The lines from the top of the records below through the one containing "Trace all roads" are to be transcribed exactly, and nothing else is to be added.
☆ ☆ ☆ ☆ ☆ ☆ ☆
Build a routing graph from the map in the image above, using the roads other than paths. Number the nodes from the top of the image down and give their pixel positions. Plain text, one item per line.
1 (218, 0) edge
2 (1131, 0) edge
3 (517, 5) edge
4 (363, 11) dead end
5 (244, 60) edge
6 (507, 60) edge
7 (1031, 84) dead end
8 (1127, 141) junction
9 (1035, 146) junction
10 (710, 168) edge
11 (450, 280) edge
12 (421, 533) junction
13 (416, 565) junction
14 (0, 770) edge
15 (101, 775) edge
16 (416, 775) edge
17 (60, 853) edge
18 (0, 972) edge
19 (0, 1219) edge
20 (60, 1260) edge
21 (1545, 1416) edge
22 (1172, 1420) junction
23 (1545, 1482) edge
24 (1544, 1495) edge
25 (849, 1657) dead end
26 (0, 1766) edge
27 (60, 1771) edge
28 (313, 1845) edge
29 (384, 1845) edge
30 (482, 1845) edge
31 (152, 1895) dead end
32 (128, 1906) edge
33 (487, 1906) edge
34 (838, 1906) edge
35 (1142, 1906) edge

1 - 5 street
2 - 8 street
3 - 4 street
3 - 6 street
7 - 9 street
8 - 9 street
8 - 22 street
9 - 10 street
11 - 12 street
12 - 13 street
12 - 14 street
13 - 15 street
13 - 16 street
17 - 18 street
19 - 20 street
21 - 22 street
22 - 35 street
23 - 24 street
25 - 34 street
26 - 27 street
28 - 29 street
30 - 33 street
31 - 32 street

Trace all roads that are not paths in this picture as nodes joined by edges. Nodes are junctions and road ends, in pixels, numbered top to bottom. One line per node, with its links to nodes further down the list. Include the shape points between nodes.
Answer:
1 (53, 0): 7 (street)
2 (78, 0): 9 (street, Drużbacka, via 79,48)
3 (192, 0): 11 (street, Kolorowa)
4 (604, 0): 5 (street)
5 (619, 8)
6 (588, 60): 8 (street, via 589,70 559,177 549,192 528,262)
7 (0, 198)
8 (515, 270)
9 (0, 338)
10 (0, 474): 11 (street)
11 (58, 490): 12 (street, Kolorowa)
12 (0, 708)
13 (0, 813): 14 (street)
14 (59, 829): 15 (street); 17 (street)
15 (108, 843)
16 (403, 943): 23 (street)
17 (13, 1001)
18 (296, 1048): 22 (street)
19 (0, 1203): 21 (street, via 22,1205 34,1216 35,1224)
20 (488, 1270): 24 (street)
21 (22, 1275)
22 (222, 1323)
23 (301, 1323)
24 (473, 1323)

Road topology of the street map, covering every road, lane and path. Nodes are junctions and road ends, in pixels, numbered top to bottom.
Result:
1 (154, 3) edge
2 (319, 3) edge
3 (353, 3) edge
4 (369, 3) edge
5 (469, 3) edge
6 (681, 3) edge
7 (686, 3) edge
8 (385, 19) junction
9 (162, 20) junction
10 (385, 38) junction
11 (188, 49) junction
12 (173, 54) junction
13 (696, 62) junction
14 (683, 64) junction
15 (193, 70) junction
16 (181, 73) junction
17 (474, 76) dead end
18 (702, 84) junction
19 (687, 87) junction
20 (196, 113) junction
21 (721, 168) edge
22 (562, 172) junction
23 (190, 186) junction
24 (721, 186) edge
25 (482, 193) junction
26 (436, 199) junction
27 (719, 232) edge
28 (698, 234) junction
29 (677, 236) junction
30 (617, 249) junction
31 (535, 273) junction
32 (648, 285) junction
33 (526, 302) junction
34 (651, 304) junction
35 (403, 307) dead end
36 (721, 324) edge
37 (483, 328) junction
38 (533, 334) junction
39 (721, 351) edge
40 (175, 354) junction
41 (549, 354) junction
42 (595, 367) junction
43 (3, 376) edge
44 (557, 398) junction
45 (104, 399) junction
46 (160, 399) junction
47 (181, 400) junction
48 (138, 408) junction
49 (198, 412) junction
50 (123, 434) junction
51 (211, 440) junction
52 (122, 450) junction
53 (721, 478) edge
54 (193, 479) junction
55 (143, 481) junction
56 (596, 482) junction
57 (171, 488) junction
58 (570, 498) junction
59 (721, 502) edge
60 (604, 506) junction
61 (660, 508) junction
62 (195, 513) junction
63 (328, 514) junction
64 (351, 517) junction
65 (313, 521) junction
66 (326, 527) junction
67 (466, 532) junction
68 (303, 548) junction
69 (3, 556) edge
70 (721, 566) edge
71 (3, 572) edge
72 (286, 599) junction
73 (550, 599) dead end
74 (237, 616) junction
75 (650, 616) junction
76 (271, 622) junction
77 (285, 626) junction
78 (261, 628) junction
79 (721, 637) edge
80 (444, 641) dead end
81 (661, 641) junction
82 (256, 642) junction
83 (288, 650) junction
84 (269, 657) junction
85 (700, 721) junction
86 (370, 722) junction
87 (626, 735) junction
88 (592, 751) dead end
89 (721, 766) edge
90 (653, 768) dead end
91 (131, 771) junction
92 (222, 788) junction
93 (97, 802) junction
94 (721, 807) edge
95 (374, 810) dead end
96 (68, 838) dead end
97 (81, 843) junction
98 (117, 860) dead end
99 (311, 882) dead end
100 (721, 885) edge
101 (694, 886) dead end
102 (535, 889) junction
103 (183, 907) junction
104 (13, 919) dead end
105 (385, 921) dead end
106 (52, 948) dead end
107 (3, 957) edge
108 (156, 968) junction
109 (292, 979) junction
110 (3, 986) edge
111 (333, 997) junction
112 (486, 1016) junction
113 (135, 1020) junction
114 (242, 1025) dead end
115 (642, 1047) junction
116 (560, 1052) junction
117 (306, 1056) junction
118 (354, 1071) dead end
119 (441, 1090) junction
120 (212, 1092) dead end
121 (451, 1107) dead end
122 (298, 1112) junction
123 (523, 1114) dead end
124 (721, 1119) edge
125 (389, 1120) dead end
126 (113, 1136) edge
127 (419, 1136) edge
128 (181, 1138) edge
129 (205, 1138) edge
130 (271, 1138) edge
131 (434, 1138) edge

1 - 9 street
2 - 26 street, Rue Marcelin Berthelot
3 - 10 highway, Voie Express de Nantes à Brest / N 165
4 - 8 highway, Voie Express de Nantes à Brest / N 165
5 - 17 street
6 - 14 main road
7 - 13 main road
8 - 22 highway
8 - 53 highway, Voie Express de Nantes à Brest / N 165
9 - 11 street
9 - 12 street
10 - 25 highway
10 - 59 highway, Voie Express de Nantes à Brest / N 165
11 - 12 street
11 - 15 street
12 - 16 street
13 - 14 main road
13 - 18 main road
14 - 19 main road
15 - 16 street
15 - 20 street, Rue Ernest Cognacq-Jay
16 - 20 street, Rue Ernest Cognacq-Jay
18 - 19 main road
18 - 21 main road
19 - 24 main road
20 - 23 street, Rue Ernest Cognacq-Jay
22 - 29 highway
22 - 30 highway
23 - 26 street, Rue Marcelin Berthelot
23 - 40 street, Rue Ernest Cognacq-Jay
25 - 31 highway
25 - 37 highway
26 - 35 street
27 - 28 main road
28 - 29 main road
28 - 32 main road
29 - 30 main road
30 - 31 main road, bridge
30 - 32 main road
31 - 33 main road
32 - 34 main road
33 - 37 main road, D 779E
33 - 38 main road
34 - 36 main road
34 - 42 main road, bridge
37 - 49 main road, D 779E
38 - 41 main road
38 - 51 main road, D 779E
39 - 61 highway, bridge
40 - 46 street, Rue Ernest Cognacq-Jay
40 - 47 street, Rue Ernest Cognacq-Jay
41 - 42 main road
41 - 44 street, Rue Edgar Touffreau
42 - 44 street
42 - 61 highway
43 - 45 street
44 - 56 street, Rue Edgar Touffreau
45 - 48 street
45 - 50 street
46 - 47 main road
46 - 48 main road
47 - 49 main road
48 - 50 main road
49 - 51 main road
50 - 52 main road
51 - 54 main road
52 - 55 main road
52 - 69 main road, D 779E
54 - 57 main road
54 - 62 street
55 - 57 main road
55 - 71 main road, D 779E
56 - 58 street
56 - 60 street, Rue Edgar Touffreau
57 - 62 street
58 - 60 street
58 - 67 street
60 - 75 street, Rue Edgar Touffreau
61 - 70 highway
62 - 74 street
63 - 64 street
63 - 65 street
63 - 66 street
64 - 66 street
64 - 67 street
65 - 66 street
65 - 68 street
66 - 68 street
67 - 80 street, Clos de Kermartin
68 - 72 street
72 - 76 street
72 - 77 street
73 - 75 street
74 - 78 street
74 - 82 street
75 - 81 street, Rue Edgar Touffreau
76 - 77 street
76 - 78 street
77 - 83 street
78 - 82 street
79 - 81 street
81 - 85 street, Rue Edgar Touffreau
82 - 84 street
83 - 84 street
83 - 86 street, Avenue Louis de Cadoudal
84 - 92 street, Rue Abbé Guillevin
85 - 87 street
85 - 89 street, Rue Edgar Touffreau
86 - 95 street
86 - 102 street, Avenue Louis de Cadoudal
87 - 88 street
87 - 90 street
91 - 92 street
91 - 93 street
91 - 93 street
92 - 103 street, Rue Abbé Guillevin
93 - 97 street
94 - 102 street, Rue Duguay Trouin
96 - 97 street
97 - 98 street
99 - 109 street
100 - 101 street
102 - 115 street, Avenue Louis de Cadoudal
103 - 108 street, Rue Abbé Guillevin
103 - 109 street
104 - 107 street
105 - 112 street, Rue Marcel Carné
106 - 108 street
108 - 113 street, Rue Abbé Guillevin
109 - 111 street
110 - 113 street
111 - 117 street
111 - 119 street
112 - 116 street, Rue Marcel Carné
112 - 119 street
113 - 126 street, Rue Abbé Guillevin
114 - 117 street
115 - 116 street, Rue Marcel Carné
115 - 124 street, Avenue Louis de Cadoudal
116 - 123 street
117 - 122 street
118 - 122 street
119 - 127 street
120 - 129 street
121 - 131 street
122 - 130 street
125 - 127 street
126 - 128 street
☆ ☆ ☆ ☆ ☆ ☆ ☆
_TASK RESPONSE_.
Build a routing graph from the map in the image above, using the roads other than paths. Number the nodes from the top of the image down and give their pixel positions. Plain text, one item per line.
1 (218, 0) edge
2 (1131, 0) edge
3 (517, 5) edge
4 (363, 11) dead end
5 (244, 60) edge
6 (507, 60) edge
7 (1031, 84) dead end
8 (1127, 141) junction
9 (1035, 146) junction
10 (710, 168) edge
11 (450, 280) edge
12 (421, 533) junction
13 (416, 565) junction
14 (0, 770) edge
15 (101, 775) edge
16 (416, 775) edge
17 (60, 853) edge
18 (0, 972) edge
19 (0, 1219) edge
20 (60, 1260) edge
21 (1545, 1416) edge
22 (1172, 1420) junction
23 (1545, 1482) edge
24 (1544, 1495) edge
25 (849, 1657) dead end
26 (0, 1766) edge
27 (60, 1771) edge
28 (313, 1845) edge
29 (384, 1845) edge
30 (482, 1845) edge
31 (152, 1895) dead end
32 (128, 1906) edge
33 (487, 1906) edge
34 (838, 1906) edge
35 (1142, 1906) edge

1 - 5 street
2 - 8 street
3 - 4 street
3 - 6 street
7 - 9 street
8 - 9 street
8 - 22 street
9 - 10 street
11 - 12 street
12 - 13 street
12 - 14 street
13 - 15 street
13 - 16 street
17 - 18 street
19 - 20 street
21 - 22 street
22 - 35 street
23 - 24 street
25 - 34 street
26 - 27 street
28 - 29 street
30 - 33 street
31 - 32 street

Trace all roads that are not paths in this picture as nodes joined by edges. Nodes are junctions and road ends, in pixels, numbered top to bottom. One line per node, with its links to nodes further down the list. Include the shape points between nodes.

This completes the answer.